L'ordre républicain qui pénètre les villages n'agit pas que sur le plan symbolique. Il s'agit d'abord de restaurer l'ordre social. Le demi-siècle qui a suivi l'indépendance a été particulièrement instable au Mexique : des documents épars font état de troupes « insurgées » ou « rebelles » dont la présence est un poids et une menace pour les communautés (AHMC, 1872/11/07). De telles références disparaîtront progressivement des registres entre 1875 et la Révolution (1910). L'État central entreprend d'homogénéiser les structures administratives diverses héritées de la colonie : les restes des villas de espanoles, repúblicas de indios, paroisses, etc. Dans les collectivités indiennes, le maire (alcalde), ses conseillers (regidores), le juge de paix (juez) (personnages dont les titres semblent au siècle dernier plus différenciés que leurs fonctions réelles) déplacent progressivement les instances informelles comme les conseils d'anciens, bien qu'il semble y avoir eu dans ce processus davantage de continuité que de rupture.

Cuetzalan et Tzinacapan, comme d'innombrables communautés métisses et indiennes, sont enjointes d'organiser toute l'activité collective selon ce modèle unique, précisé dans ses moindres détails. Le tout est vérifié par des rapports mensuels qu'exigent les autorités du district. Ces dernières sanctionnaient immédiatement tout écart par rapport à la norme : qu'il s'agisse de la définition des responsabilités respectives des élus locaux (AHMC, 1872/10/6), du nombre d'écoliers inscrits, des présences quotidiennes et des notes obtenues par chacun (AMAT, 1873/06/23). Un tel échange de correspondance suppose la présence dans les villages d'au moins une personne alphabétisée. Plus que le maire (alcalde) et ses conseillers (qui sont encore souvent illettrés) ce sera le secrétaire qui introduira la culture de l'écrit, des documents officiels (actas), à tous les niveaux de la vie municipale. Comme peu d'Indiens (s'il en est) savent lire et écrire, c'est généralement un Métis qui viendra occuper ce poste charnière entre le pouvoir central et les communautés, conférant ainsi à son détenteur un pouvoir interne considérable. L'offensive contre la civilisation de l'oral est renforcée par le rôle nouveau de l'école. Imposée par les Bourbons (avec peu de résultats, semble-t-il) elle fait désormais l'objet d'une attention constante. L'instituteur (dont le salaire constitue souvent le poste de dépense le plus élevé des maigres budgets municipaux) occupe fréquemment le poste de secrétaire.

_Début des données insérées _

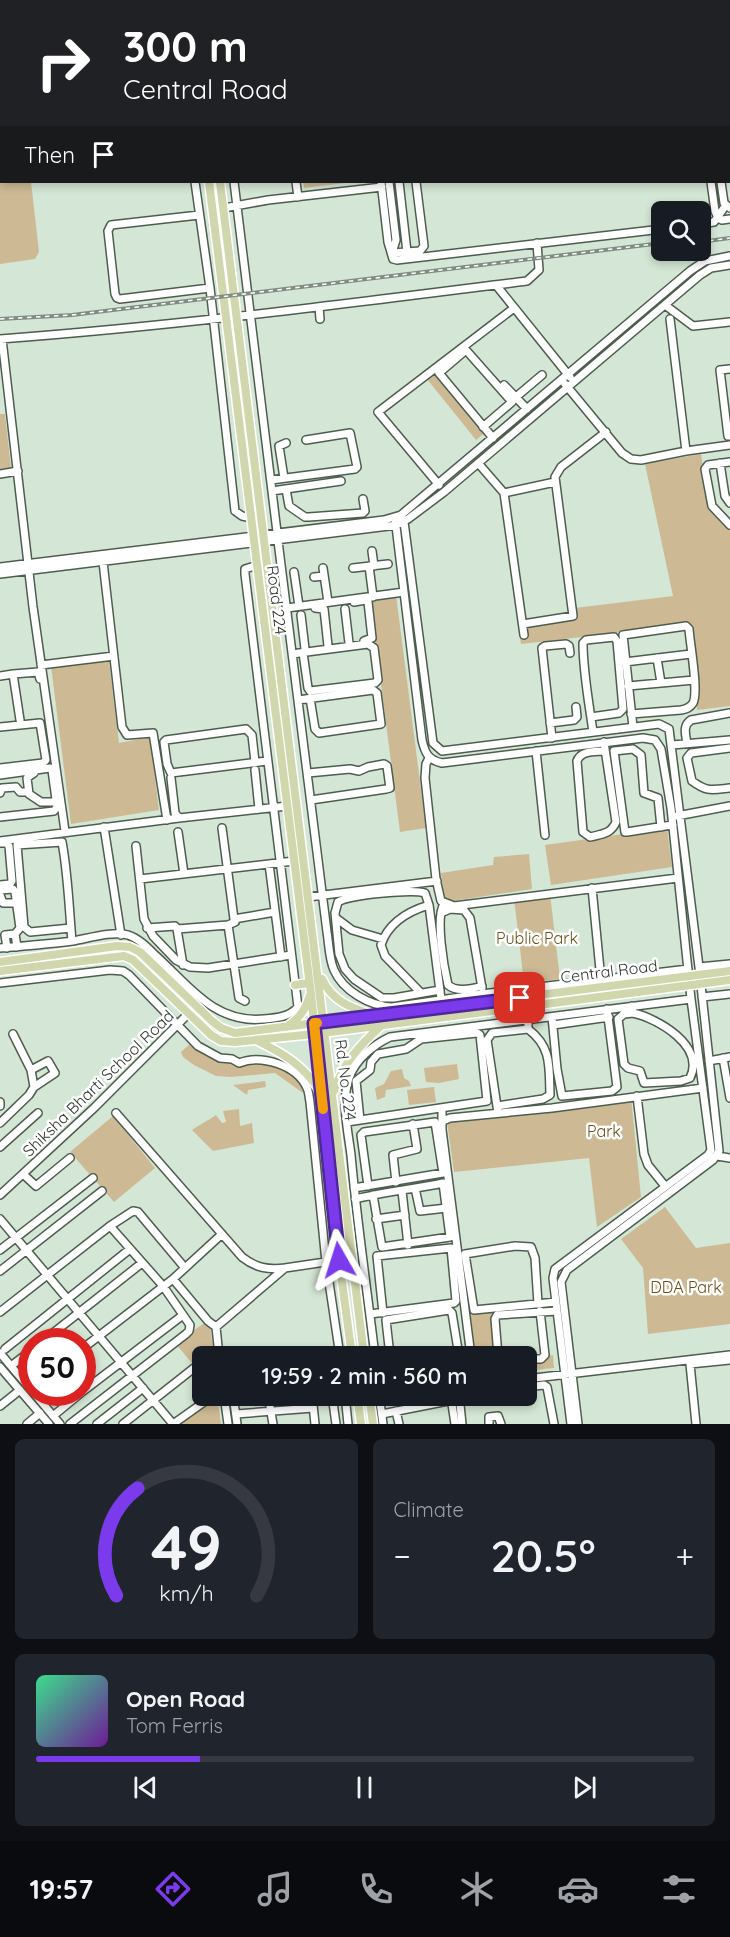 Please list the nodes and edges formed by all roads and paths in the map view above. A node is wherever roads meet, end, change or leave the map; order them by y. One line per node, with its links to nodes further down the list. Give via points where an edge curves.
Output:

Le contrôle des gens : recensement et fiscalité

Sur le plan local, ordonner veut dire d'abord connaître, d'où l'importance du « dénombrement » (padrón). Le plus ancien que nous ayons trouvé (AMAT, 1854 s.d.) provient du village autochtone de Tzinacapan et ne concerne que les hommes. Il semble avoir été effectué à des fins militaires si on en juge par les informations demandées : « âge », « patrie », « état civil ». Particulièrement significative est la rubrique « exceptions » : la seule mention qu'on y trouve, invariablement accolée aux noms d'hommes âgés de 18 à 40 ans est indio puro. À défaut d'autres renseignements, on peut formuler l'hypothèse qu'on avait reçu l'ordre d'inscrire tous les hommes valides, en vue du recrutement. La mention indio puro serait une stratégie de défense : profitant de la clause d'exception applicable aux « indiens purs » (jugés culturellement inaptes au service militaire) on l'aurait attribuée aux plus susceptibles d'être recrutés.

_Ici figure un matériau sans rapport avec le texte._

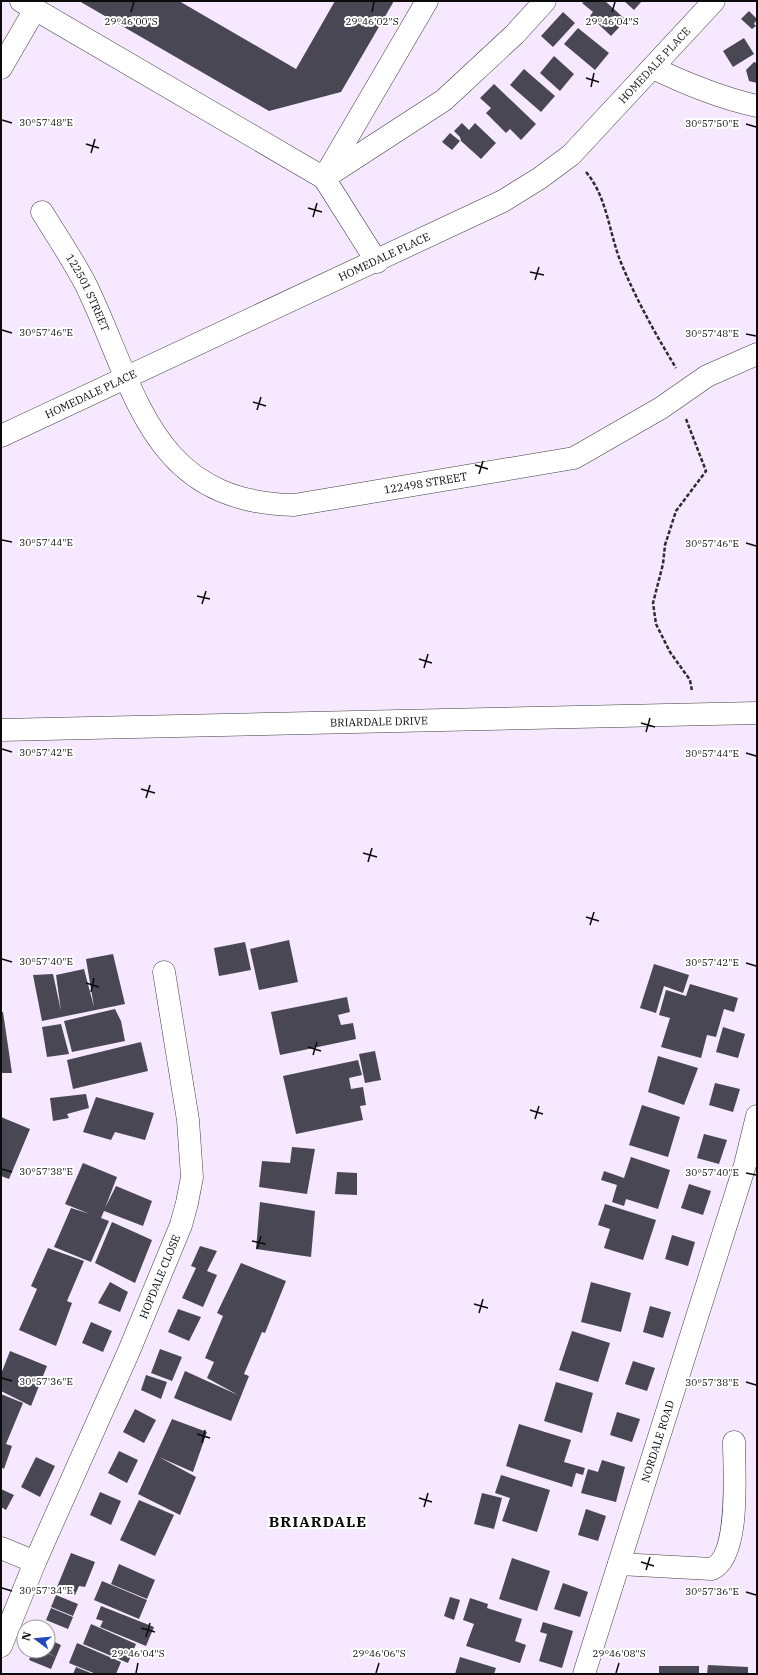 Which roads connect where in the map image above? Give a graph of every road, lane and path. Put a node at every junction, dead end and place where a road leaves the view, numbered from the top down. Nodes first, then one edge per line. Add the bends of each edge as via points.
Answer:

À partir de 1860, il y aura levée annuelle d'un padrón de vecinos (dénombrement de tous les habitants), puis de listes des producteurs de canne à sucre, de ceux qui vendent de la viande au marché, etc. Désormais, c'est le contrôle fiscal qui est prioritaire, et la liste des contributions à payer s'allonge sans cesse : « personnelle », « pour l'école », « de Chicontepec ». L'État considère que la campagne doit supporter le coût de la modernisation et s'ingénie à élargir l'assiette fiscale. Voyant que les Indiens résistent à envoyer leur fils au service militaire, on crée un impôt nouveau, dit de rebajados (des exemptés) (AHMC, 1872/11/29). Avec la suppression des terres communales, appliquée après 1870, les paysans doivent faire enregistrer individuellement leurs lopins... et payer annuellement par la suite 6 % de la valeur estimée de la parcelle à titre d'adjudicacion (AHMC, 1877/03/16). Pour toutes ces contributions on nomme des percepteurs, qui ne peuvent refuser ni démissionner et qui sont responsables de l'intégralité des sommes dues, sous peine de confiscation de leurs biens.

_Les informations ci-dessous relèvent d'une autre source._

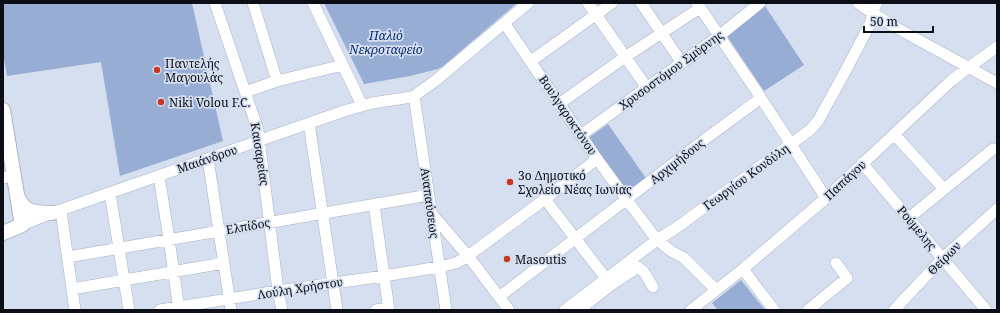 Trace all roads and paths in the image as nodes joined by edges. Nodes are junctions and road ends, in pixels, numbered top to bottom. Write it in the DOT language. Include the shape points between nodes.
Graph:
graph roads {
  1 [pos="215,3"];
  2 [pos="253,3"];
  3 [pos="313,3"];
  4 [pos="528,3"];
  5 [pos="588,3"];
  6 [pos="612,3"];
  7 [pos="641,3"];
  8 [pos="760,3"];
  9 [pos="858,3"];
  10 [pos="878,3"];
  11 [pos="699,5"];
  12 [pos="596,14"];
  13 [pos="874,14"];
  14 [pos="505,24"];
  15 [pos="661,33"];
  16 [pos="719,36"];
  17 [pos="997,47"];
  18 [pos="625,57"];
  19 [pos="531,61"];
  20 [pos="682,63"];
  21 [pos="343,64"];
  22 [pos="968,68"];
  23 [pos="277,81"];
  24 [pos="997,83"];
  25 [pos="647,88"];
  26 [pos="246,92"];
  27 [pos="414,96"];
  28 [pos="761,98"];
  29 [pos="559,104"];
  30 [pos="362,105"];
  31 [pos="4,115"];
  32 [pos="309,123"];
  33 [pos="894,134"];
  34 [pos="581,135"];
  35 [pos="259,141"];
  36 [pos="791,144"];
  37 [pos="993,149"];
  38 [pos="208,159"];
  39 [pos="597,159"];
  40 [pos="862,163"];
  41 [pos="8,176"];
  42 [pos="159,176"];
  43 [pos="944,189"];
  44 [pos="16,192"];
  45 [pos="110,193"];
  46 [pos="428,195"];
  47 [pos="826,198"];
  48 [pos="545,199"];
  49 [pos="627,200"];
  50 [pos="374,205"];
  51 [pos="997,209"];
  52 [pos="57,212"];
  53 [pos="322,213"];
  54 [pos="431,213"];
  55 [pos="909,218"];
  56 [pos="270,222"];
  57 [pos="22,225"];
  58 [pos="219,231"];
  59 [pos="3,234"];
  60 [pos="575,239"];
  61 [pos="169,240"];
  62 [pos="657,240"];
  63 [pos="119,248"];
  64 [pos="468,256"];
  65 [pos="68,257"];
  66 [pos="943,258"];
  67 [pos="224,263"];
  68 [pos="836,263"];
  69 [pos="439,267"];
  70 [pos="743,269"];
  71 [pos="174,272"];
  72 [pos="384,276"];
  73 [pos="124,280"];
  74 [pos="609,282"];
  75 [pos="332,283"];
  76 [pos="653,287"];
  77 [pos="72,289"];
  78 [pos="716,290"];
  79 [pos="278,291"];
  80 [pos="498,297"];
  81 [pos="230,304"];
  82 [pos="179,309"];
  83 [pos="389,309"];
  84 [pos="76,310"];
  85 [pos="129,310"];
  86 [pos="160,310"];
  87 [pos="282,310"];
  88 [pos="336,310"];
  89 [pos="376,310"];
  90 [pos="446,310"];
  91 [pos="508,310"];
  92 [pos="565,310"];
  93 [pos="579,310"];
  94 [pos="691,310"];
  95 [pos="774,310"];
  96 [pos="808,310"];
  97 [pos="894,310"];
  98 [pos="986,310"];
  1 -- 26 [label="street, Καισαρείας"];
  2 -- 23 [label="street"];
  3 -- 21 [label="street"];
  4 -- 14 [label="street"];
  5 -- 12 [label="street"];
  6 -- 12 [label="street"];
  7 -- 15 [label="street"];
  8 -- 16 [label="street, Χρυσοστόμου Σμύρνης"];
  9 -- 13 [label="street"];
  10 -- 13 [label="street, Γεωργίου Κονδύλη"];
  11 -- 15 [label="street"];
  11 -- 16 [label="street"];
  12 -- 18 [label="street"];
  12 -- 19 [label="street"];
  13 -- 22 [label="street"];
  13 -- 36 [label="street, Γεωργίου Κονδύλη" via="818,121"];
  14 -- 19 [label="street, Βουλγαροκτόνου"];
  14 -- 27 [label="street"];
  15 -- 18 [label="street"];
  15 -- 20 [label="street"];
  16 -- 20 [label="street, Χρυσοστόμου Σμύρνης"];
  16 -- 28 [label="street"];
  17 -- 22 [label="street, Παπάγου"];
  18 -- 25 [label="street"];
  18 -- 29 [label="street"];
  19 -- 29 [label="street, Βουλγαροκτόνου"];
  20 -- 25 [label="street, Χρυσοστόμου Σμύρνης"];
  21 -- 23 [label="street"];
  21 -- 30 [label="street"];
  22 -- 24 [label="street"];
  22 -- 33 [label="street, Παπάγου"];
  23 -- 26 [label="street"];
  25 -- 34 [label="street, Χρυσοστόμου Σμύρνης"];
  26 -- 35 [label="street, Καισαρείας" via="257,124"];
  27 -- 30 [label="street, Μαιάνδρου"];
  27 -- 46 [label="street, Αναπαύσεως"];
  28 -- 36 [label="street"];
  28 -- 49 [label="street, Αρχιμήδους"];
  29 -- 34 [label="street, Βουλγαροκτόνου"];
  30 -- 32 [label="street, Μαιάνδρου"];
  31 -- 41 [label="main road"];
  32 -- 35 [label="street, Μαιάνδρου"];
  32 -- 53 [label="street"];
  33 -- 40 [label="street, Παπάγου"];
  33 -- 43 [label="street"];
  34 -- 39 [label="street, Βουλγαροκτόνου"];
  35 -- 38 [label="street, Μαιάνδρου"];
  35 -- 56 [label="street, Καισαρείας"];
  36 -- 47 [label="street"];
  36 -- 62 [label="street, Γεωργίου Κονδύλη"];
  37 -- 43 [label="street"];
  38 -- 42 [label="street, Μαιάνδρου"];
  38 -- 58 [label="street"];
  39 -- 48 [label="street"];
  39 -- 49 [label="street, Βουλγαροκτόνου"];
  40 -- 47 [label="street, Παπάγου"];
  40 -- 55 [label="street, Ρούμελης"];
  41 -- 44 [label="main road"];
  42 -- 45 [label="street, Μαιάνδρου"];
  42 -- 61 [label="street"];
  43 -- 55 [label="street"];
  44 -- 52 [label="main road" via="20,202 27,209 34,212"];
  44 -- 57 [label="main road"];
  45 -- 52 [label="street, Μαιάνδρου"];
  45 -- 63 [label="street"];
  46 -- 50 [label="street, Ελπίδος"];
  46 -- 54 [label="street, Αναπαύσεως"];
  47 -- 70 [label="street, Παπάγου"];
  48 -- 60 [label="street"];
  48 -- 64 [label="street"];
  49 -- 60 [label="street, Αρχιμήδους"];
  49 -- 62 [label="street, Βουλγαροκτόνου"];
  50 -- 53 [label="street, Ελπίδος"];
  50 -- 72 [label="street"];
  51 -- 66 [label="street, Θείρων"];
  52 -- 57 [label="street, Μαιάνδρου"];
  52 -- 65 [label="street"];
  53 -- 56 [label="street, Ελπίδος"];
  53 -- 75 [label="street"];
  54 -- 64 [label="street"];
  54 -- 69 [label="street, Αναπαύσεως"];
  55 -- 66 [label="street, Ρούμελης"];
  56 -- 58 [label="street, Ελπίδος"];
  56 -- 79 [label="street, Καισαρείας"];
  57 -- 59 [label="main road, Μαιάνδρου"];
  58 -- 61 [label="street, Ελπίδος"];
  58 -- 67 [label="street"];
  60 -- 74 [label="street"];
  60 -- 80 [label="street, Αρχιμήδους"];
  61 -- 63 [label="street, Ελπίδος"];
  61 -- 71 [label="street"];
  62 -- 74 [label="street, Γεωργίου Κονδύλη"];
  62 -- 78 [label="street, Βουλγαροκτόνου" via="684,258"];
  63 -- 65 [label="street, Ελπίδος"];
  63 -- 73 [label="street"];
  64 -- 69 [label="street" via="456,263"];
  64 -- 80 [label="street"];
  65 -- 77 [label="street"];
  66 -- 97 [label="street, Θείρων"];
  66 -- 98 [label="street, Ρούμελης"];
  67 -- 71 [label="street"];
  67 -- 81 [label="street"];
  68 -- 96 [label="street" via="847,278"];
  69 -- 72 [label="street, Λούλη Χρήστου"];
  69 -- 90 [label="street, Αναπαύσεως"];
  70 -- 78 [label="street, Παπάγου"];
  70 -- 95 [label="street"];
  71 -- 73 [label="street"];
  71 -- 82 [label="street"];
  72 -- 75 [label="street, Λούλη Χρήστου"];
  72 -- 83 [label="street"];
  73 -- 77 [label="street"];
  73 -- 85 [label="street"];
  74 -- 76 [label="street, Γεωργίου Κονδύλη" via="638,267"];
  74 -- 92 [label="street, Γεωργίου Κονδύλη"];
  74 -- 93 [label="street, Γεωργίου Κονδύλη"];
  75 -- 79 [label="street, Λούλη Χρήστου"];
  75 -- 88 [label="street"];
  77 -- 84 [label="street"];
  78 -- 94 [label="street, Παπάγου"];
  79 -- 81 [label="street, Λούλη Χρήστου"];
  79 -- 87 [label="street, Καισαρείας"];
  80 -- 91 [label="street"];
  81 -- 82 [label="street, Λούλη Χρήστου"];
  82 -- 86 [label="street, Λούλη Χρήστου"];
  83 -- 89 [label="street"];
}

La création d'un nouvel espace : les travaux publics

Jusqu'à la deuxième moitié du XVIIIe siècle, le système colonial espagnol reposait, en principe, sur une ségrégation spatiale complète des « Indiens » et des « Espagnols » ; les contacts entre les deux groupes étant réduits à ce qu'exigeait la religion, l'administration et les transactions économiques. Aucun effort systématique n'était donc fait pour l'amélioration des communications avec les communautés de montagne comme Cuetzalan. Dans ces dernières, seule la présence massive de l'église témoignait des congregaciones effectuées au cours du siècle qui suivit la conquête. La république libérale visait au contraire à intégrer les différentes parties du pays et à réorganiser la structure spatiale des communautés selon un modèle unique. On entreprit donc un vaste programme de travaux publics, dans le double but d'améliorer le réseau routier et de doter les villages de casas consistoriales (mairies). Le moyen : la réactivation des corvées, car l'établissement d'une fiscalité moderne n'abolissait pas les prestations anciennes, sauf celles destinées à l'Église, qui devenaient volontaires. La mise à jour annuelle des recensements villageois permettait aux autorités d'avoir une idée précise de la force de travail disponible et de dépister rapidement les réfractaires, passibles de lourdes amendes (AMAT, 1873/ 09/06).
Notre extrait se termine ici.